* [Activity]: Within the records below, filter for lines carrying the word "dead" and copy them.

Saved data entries
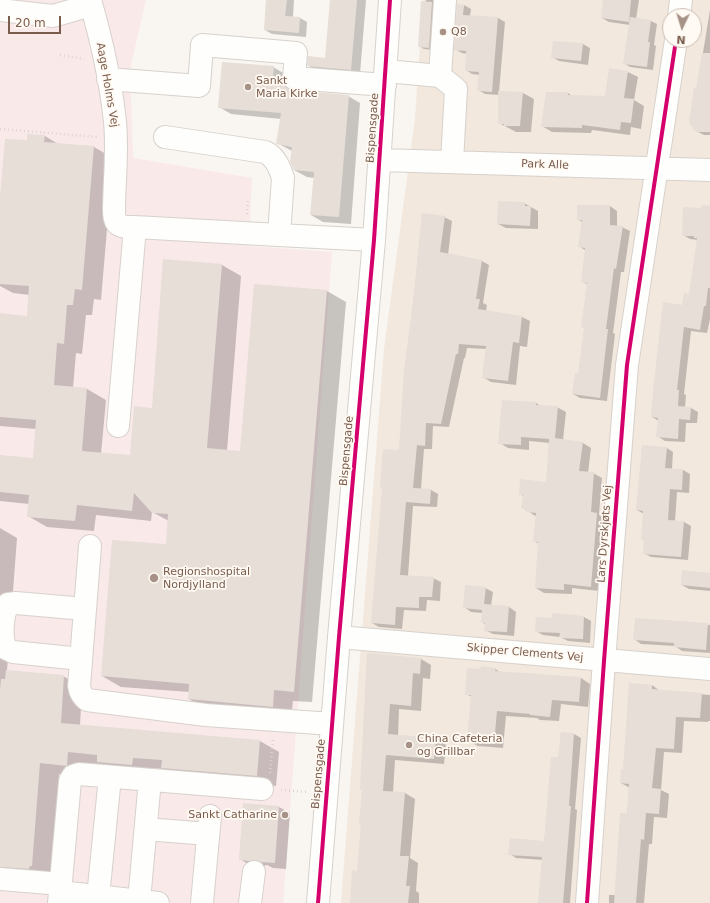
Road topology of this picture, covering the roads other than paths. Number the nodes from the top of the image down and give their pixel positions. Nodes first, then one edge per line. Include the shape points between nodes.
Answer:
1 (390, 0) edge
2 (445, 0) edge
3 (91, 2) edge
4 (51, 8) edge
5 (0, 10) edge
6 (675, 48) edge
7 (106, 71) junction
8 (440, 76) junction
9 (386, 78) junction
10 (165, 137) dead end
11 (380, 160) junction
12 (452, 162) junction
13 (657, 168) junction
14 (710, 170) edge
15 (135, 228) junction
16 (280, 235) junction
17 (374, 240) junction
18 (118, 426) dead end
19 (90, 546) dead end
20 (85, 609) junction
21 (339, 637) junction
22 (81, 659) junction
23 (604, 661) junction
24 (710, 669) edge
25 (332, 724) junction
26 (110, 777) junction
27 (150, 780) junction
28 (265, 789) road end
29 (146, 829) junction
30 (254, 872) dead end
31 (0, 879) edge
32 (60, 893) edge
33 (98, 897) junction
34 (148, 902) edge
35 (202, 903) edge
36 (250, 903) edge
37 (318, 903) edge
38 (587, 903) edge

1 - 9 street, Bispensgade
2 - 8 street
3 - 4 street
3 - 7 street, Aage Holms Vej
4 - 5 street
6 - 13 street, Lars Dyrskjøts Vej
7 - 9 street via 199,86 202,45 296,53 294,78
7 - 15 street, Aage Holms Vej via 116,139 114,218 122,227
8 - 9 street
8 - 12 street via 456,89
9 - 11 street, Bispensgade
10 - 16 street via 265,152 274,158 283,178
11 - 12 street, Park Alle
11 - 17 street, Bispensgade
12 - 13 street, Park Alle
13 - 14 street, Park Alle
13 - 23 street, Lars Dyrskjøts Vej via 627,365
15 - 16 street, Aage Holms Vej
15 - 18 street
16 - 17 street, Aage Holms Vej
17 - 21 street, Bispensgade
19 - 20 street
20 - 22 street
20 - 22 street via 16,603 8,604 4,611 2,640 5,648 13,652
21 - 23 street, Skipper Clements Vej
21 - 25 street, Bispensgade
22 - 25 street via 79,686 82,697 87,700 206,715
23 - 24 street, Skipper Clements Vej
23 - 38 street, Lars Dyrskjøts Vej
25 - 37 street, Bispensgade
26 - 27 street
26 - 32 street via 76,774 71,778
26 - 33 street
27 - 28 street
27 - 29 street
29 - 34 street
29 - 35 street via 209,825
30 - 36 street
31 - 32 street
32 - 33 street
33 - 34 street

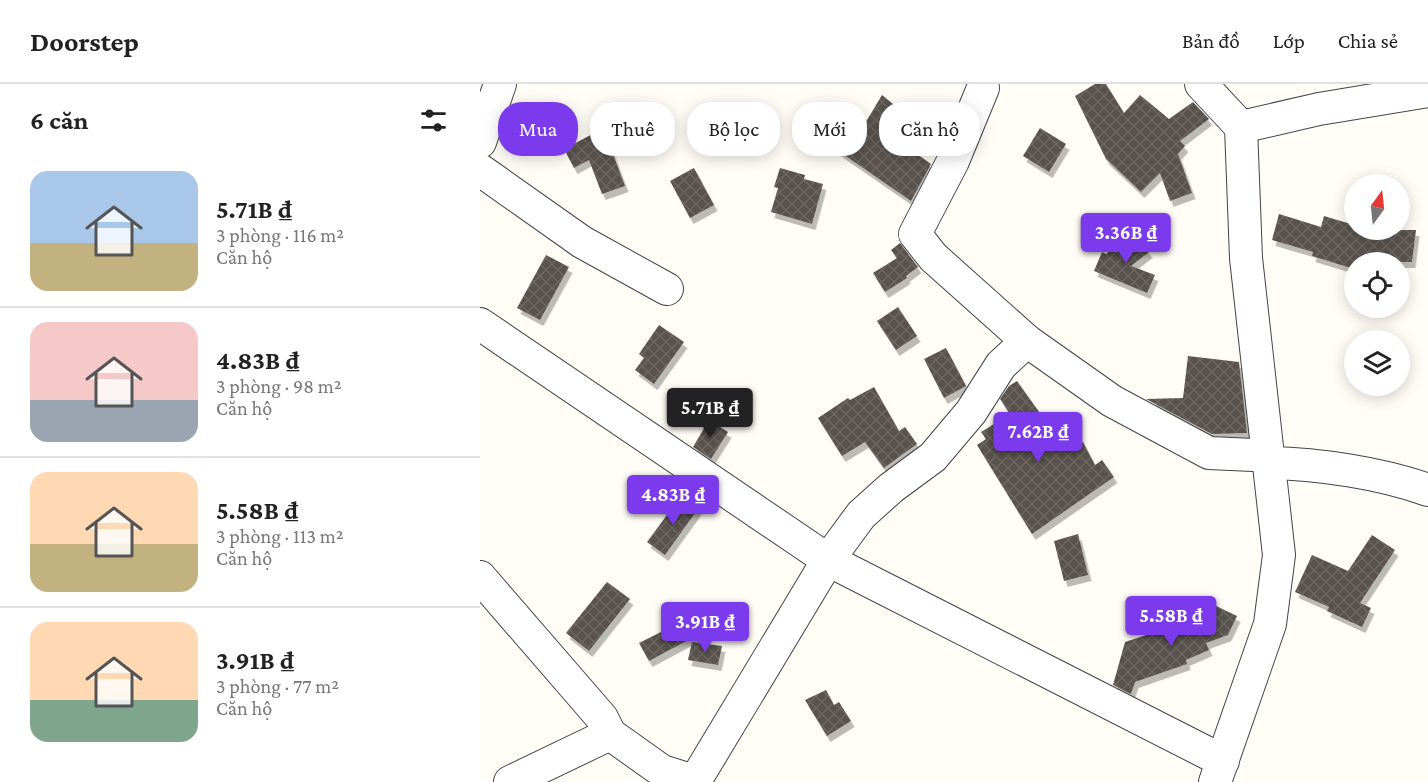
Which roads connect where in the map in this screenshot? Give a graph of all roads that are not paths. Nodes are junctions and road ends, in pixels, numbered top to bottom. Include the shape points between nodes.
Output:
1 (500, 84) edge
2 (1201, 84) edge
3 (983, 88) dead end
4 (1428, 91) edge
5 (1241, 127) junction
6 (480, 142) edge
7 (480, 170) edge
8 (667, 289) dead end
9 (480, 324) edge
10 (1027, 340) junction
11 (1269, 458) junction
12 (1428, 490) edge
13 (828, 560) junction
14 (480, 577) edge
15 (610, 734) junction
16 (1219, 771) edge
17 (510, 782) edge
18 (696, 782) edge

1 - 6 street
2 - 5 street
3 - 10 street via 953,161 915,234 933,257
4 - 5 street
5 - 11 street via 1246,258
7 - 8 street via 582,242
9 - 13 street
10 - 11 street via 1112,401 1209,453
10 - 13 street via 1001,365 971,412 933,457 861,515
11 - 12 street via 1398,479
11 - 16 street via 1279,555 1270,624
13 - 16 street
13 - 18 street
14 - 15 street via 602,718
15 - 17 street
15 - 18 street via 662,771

* [Solved exercise]:
10 (165, 137) dead end
18 (118, 426) dead end
19 (90, 546) dead end
30 (254, 872) dead end
3 (983, 88) dead end
8 (667, 289) dead end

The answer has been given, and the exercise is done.